** Opening DATA SHOWN block **
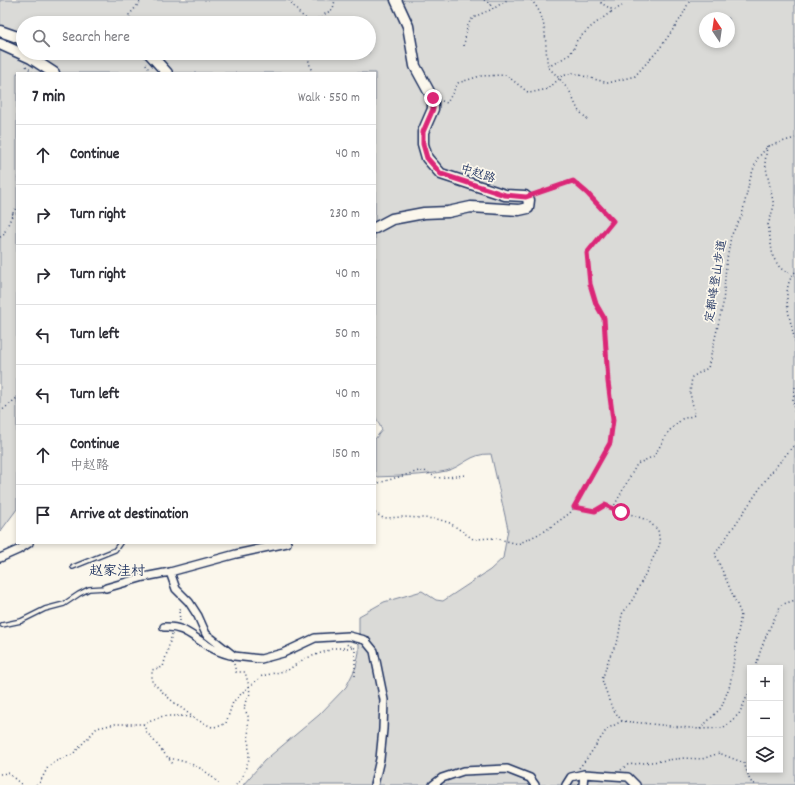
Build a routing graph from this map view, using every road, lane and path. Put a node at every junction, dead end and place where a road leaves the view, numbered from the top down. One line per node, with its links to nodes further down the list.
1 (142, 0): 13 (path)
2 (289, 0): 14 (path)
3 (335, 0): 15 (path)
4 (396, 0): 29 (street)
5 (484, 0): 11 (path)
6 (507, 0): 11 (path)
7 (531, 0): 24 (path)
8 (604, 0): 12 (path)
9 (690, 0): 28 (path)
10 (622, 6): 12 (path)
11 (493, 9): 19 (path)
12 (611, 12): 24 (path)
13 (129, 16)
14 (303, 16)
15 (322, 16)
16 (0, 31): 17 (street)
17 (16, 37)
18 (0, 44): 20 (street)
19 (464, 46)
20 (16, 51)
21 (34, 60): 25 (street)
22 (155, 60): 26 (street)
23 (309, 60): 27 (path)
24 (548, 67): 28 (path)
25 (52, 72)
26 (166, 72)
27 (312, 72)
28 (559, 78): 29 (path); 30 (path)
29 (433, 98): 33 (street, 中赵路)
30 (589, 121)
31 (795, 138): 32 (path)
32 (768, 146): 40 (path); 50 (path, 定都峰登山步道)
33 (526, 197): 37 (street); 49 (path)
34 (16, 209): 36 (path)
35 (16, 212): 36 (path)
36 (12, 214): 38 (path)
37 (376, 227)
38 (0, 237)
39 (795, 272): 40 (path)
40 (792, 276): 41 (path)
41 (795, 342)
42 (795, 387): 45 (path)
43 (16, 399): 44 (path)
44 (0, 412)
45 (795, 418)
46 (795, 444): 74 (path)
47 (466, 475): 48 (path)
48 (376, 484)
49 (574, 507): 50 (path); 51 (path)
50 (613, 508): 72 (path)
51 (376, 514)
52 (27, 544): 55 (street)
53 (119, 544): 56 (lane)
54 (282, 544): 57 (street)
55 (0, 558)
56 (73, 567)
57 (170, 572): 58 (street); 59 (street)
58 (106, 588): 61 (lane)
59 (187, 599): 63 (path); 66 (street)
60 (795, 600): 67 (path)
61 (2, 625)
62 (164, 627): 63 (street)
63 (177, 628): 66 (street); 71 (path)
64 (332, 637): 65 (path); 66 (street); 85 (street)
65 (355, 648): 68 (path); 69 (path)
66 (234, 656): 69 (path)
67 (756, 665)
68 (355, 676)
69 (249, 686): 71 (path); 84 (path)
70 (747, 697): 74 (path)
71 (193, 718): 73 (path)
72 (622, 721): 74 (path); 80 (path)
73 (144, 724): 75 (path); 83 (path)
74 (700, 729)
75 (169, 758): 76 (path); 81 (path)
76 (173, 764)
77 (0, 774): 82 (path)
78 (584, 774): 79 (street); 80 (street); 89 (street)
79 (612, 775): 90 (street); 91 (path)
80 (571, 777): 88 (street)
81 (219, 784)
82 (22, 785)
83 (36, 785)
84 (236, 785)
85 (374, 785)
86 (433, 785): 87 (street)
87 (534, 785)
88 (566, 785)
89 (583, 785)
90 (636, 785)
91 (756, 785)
** Closing DATA SHOWN block **
** Opening DATA SHOWN block **
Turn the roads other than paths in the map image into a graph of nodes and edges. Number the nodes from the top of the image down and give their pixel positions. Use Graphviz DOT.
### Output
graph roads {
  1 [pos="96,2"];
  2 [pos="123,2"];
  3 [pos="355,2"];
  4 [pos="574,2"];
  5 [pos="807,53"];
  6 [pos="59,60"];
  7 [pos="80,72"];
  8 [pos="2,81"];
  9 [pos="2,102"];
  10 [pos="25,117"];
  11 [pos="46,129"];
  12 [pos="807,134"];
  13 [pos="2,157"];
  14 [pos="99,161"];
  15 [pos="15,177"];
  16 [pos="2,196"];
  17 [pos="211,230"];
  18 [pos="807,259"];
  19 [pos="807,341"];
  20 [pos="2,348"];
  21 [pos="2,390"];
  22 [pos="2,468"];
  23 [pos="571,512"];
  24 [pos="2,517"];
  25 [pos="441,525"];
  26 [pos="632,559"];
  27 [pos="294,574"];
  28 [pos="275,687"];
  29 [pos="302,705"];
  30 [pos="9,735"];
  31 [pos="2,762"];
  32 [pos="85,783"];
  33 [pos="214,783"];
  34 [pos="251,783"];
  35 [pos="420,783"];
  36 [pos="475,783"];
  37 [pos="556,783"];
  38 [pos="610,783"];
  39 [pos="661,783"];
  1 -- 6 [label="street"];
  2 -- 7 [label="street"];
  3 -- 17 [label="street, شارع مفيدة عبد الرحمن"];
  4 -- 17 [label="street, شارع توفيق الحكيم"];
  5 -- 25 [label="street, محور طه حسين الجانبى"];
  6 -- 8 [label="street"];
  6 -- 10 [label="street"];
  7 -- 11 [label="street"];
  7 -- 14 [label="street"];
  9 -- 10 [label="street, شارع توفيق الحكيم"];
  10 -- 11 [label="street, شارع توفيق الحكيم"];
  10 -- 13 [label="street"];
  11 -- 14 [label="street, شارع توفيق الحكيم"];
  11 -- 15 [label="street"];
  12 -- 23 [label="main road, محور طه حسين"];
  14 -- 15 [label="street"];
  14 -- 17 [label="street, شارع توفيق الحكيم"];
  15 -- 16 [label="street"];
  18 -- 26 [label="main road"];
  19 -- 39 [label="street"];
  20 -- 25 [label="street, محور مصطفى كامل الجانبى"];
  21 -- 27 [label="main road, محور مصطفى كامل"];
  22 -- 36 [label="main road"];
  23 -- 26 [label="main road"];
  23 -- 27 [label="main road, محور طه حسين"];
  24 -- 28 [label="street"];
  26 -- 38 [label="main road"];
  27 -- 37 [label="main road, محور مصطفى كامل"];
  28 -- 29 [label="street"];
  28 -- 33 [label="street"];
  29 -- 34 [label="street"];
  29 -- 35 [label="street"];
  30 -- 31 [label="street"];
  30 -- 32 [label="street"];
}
** Closing DATA SHOWN block **
_BRIEF:_ Among the lines of the data above, find those with the word "الحكيم" and show them.

_TASK RESULT:_
  4 -- 17 [label="street, شارع توفيق الحكيم"];
  9 -- 10 [label="street, شارع توفيق الحكيم"];
  10 -- 11 [label="street, شارع توفيق الحكيم"];
  11 -- 14 [label="street, شارع توفيق الحكيم"];
  14 -- 17 [label="street, شارع توفيق الحكيم"];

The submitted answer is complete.